Many companies have tried their hand at creating their own version of the model card, but it is still to be seen whether any single model card will rise as the unified standard for model documentation.
In my opinion, the reason there isn’t a unified standard for the model card is simple… model cards aren’t simple!
The importance of understanding model cards
It makes sense… models can be complicated, but this is part of the problem. For so long, we have relied on data scientists and developers at our companies to understand the inner workings of the models an organization develops. But here’s the thing… every day, more and more AI systems are being used to make critical decisions about us. This means that everyone should have the right to understand what these models are and how they work.
From an organizational perspective, model understanding is key because ultimately, we are responsible for the AI systems that our organizations create and deploy. This means that our managers and executives also need to understand these AI systems, even if it’s just a high-level understanding. While it’s a hard ask, we need to create model documentation that everyone can understand.
When SAS started model card development, our primary objective was for the model card to be simple yet robust. And that is exactly what we did.
The landing page for the SAS model card (Overview) helps an executive answer the question, “Is this model any good?” We provide a simple “Pass/Fail” message about metrics such as accuracy, generalizability (i.e., can this model work well on data it’s never seen before), fairness and model drift. We don’t expect the user to know what any of those metrics mean, but if they see a big, scary, red “Fail” on the screen, that will probably answer their question about whether the model is any good. At this point, they’d hand the baton to their technical teams to resolve that “Fail” notification.
Model cards are for everyone
Even though the SAS model card was designed with executives in mind, we also designed it with others in mind:
- The “Model Usage” section is intended for those who will ultimately use the model. It explains how a model should be used and, more importantly, how it shouldn’t be used. This section allows model developers to document any ethical considerations and limitations users need to be aware of.
- The “Data Summary” section is intended for business analysts and data engineers. It provides a high-level look into the dataset that was used to train the model.
- The “Model Summary” section is the most technical and is intended for data scientists. It shows the model type, the outcome/target variable, and a slew of other metrics a user can choose from to evaluate the performance of the model. This section also includes a fairness assessment, which will surface any differences in model performance by variables deemed most important for fairness evaluation.
- The “Model Audit” section is a double-click of the “Pass/Fail” information shown in the Overview section and is intended for data scientists and model engineers. It shows the metrics that have been chosen to be evaluated over time, their alert thresholds, and whether the metrics have met/surpassed the acceptable thresholds.
One more important thing to mention… without an automated process to create model cards, this takes a lot of time and effort. Organizations are continually asking their developers and data scientists to add more steps to their processes; it’s going to be a hard sell to convince your data scientists to gather all of the information required to populate model cards manually.
This was another critical requirement in the development of the SAS model card… make it easy to create! And this is exactly what we did. SAS model cards are automatically generated upon model registration! So, data scientists, you can breathe a sigh of relief… phew!

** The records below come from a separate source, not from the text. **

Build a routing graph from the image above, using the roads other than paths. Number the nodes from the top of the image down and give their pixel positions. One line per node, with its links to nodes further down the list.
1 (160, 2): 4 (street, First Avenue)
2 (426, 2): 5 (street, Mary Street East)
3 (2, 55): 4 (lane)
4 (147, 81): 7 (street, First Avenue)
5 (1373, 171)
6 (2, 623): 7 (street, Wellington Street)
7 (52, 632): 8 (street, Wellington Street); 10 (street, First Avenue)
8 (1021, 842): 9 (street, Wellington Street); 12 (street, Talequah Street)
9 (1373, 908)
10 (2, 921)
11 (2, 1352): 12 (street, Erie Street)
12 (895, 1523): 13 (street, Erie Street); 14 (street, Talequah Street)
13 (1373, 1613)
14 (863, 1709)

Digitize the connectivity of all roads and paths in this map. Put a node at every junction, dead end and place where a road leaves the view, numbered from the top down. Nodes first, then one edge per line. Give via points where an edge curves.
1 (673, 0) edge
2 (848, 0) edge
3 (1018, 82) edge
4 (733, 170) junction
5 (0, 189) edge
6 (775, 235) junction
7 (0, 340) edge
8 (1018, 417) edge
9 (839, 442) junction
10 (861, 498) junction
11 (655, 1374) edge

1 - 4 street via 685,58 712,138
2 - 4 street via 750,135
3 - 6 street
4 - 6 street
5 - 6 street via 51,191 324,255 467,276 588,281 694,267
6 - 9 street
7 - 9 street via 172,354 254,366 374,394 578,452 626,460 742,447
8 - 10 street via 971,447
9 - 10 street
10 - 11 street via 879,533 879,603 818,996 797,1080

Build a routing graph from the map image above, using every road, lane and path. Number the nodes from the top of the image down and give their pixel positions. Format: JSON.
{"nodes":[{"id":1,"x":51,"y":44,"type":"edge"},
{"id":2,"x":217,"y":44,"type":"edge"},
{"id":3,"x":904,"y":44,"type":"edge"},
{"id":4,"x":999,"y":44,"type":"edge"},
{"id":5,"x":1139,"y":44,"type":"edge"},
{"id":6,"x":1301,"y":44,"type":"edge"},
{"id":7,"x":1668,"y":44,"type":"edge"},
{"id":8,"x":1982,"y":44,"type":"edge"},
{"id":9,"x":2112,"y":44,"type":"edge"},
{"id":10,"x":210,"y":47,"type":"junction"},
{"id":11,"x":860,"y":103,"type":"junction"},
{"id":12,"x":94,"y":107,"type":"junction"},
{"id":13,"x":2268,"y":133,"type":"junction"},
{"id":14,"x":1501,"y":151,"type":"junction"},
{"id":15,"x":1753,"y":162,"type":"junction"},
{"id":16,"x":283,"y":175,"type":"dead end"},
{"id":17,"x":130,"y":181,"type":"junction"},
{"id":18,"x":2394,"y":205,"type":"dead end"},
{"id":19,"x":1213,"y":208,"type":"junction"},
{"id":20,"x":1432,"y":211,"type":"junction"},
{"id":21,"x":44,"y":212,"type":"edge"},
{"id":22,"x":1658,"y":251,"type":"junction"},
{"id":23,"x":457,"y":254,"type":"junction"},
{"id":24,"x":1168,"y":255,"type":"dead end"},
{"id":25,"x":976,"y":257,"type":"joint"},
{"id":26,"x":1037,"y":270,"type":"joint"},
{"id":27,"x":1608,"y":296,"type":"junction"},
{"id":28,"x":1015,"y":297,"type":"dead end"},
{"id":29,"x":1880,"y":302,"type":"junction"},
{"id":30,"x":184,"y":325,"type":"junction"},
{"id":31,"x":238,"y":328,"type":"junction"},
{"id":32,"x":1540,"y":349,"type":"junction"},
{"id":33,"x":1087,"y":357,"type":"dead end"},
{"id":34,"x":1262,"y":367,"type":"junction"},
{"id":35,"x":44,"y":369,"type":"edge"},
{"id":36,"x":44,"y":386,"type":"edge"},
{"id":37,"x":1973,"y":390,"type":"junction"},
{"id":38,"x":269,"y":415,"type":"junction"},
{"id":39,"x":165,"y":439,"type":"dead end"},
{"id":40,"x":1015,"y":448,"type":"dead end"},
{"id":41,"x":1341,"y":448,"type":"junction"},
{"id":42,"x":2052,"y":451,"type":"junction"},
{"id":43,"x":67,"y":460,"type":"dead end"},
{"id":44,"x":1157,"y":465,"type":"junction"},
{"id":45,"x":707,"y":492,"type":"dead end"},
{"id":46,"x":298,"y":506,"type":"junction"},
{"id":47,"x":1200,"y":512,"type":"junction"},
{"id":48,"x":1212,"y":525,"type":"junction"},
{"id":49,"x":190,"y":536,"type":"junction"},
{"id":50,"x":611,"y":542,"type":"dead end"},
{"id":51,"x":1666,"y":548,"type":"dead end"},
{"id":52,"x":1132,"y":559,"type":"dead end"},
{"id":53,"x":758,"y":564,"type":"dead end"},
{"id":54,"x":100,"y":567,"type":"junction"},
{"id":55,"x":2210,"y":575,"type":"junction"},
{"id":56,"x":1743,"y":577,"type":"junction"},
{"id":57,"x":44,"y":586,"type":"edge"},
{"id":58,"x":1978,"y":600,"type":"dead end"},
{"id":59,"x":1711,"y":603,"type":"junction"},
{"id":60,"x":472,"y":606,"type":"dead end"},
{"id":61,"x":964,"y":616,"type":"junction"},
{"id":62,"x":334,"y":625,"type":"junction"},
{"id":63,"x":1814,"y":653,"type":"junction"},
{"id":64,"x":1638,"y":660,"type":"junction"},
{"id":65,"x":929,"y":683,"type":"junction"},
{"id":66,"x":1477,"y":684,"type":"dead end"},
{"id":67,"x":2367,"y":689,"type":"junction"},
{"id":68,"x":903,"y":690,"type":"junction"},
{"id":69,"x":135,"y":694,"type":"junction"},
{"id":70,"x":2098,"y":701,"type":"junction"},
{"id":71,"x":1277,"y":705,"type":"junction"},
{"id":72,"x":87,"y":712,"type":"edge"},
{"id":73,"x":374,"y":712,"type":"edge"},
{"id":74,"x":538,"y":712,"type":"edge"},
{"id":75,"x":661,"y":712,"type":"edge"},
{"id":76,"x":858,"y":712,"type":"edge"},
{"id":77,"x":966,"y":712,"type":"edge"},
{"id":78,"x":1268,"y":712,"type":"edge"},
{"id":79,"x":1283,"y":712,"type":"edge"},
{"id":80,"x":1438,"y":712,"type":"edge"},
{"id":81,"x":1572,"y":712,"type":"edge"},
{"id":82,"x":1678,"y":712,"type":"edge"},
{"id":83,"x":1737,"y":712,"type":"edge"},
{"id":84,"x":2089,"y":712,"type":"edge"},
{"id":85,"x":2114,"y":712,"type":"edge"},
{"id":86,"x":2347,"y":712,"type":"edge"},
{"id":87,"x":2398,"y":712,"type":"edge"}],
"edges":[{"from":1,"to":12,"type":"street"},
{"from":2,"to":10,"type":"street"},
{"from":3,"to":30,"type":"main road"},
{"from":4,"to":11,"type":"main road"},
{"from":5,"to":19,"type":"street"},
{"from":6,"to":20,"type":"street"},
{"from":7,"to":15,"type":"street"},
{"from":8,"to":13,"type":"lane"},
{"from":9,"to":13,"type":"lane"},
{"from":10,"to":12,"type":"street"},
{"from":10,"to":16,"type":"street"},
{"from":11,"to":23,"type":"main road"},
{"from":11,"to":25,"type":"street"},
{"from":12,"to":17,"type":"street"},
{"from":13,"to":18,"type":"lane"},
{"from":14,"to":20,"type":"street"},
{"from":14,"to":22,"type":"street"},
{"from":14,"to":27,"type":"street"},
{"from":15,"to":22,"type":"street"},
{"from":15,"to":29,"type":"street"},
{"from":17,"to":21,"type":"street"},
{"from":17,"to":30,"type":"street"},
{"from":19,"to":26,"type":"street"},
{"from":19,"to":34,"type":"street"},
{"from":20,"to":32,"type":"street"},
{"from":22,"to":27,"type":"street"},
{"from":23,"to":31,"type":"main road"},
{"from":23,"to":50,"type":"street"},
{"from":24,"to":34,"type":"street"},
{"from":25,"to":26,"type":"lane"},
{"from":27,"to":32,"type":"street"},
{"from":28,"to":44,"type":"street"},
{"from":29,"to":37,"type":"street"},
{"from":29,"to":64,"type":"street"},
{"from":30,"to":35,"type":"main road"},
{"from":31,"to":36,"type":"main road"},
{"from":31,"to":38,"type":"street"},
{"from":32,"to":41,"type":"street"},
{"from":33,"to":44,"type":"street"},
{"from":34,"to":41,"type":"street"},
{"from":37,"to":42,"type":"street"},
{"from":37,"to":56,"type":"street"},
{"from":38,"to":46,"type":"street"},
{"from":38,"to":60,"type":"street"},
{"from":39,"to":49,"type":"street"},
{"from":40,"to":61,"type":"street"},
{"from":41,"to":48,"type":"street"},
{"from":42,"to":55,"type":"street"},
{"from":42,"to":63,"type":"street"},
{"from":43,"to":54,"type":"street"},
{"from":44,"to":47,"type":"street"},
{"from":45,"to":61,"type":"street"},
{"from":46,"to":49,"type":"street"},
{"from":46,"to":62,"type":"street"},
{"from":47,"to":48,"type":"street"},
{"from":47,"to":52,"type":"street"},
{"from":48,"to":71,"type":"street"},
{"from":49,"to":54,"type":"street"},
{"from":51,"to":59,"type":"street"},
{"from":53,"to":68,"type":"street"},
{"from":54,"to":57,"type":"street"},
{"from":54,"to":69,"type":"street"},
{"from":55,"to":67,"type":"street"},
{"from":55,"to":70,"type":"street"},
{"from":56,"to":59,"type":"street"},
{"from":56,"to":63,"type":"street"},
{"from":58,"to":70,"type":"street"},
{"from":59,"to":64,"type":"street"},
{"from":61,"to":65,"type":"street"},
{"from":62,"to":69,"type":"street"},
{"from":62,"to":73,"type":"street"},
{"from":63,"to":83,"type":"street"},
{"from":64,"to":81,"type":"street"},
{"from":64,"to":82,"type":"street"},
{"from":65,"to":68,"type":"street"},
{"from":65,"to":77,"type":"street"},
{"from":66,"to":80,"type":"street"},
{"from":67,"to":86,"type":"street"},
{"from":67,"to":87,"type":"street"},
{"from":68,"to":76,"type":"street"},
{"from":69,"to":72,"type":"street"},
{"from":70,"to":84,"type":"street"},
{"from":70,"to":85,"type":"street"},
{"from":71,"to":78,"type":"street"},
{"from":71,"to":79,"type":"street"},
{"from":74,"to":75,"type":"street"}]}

Whether we will ever have a unified standard for model cards remains to be seen, but we need to do everything in our power to promote responsible innovation. So please… if you take nothing else from this article, hear this: please make model cards easy to create and, more importantly, easy to understand!
1 Comment
Yes in the past "we have relied on data scientists and developers at our companies to understand the inner workings of the models an organization develops", however with Model Studio, I can use the 'Advanced template for interval target with autotuning' to create a pipeline with data imputation and variable selection which evaluates 7 models, and assigns a champion model after comparing individual and ensemble performance metrics - without having any knowledge of modelling. After that there are seemingly hundreds of parameters one may tweak, but I don't ask me what they do.
So. It is a very good thing we have a semi-automatic process for publicly communicating model quality and performance, for a curious newbie like me.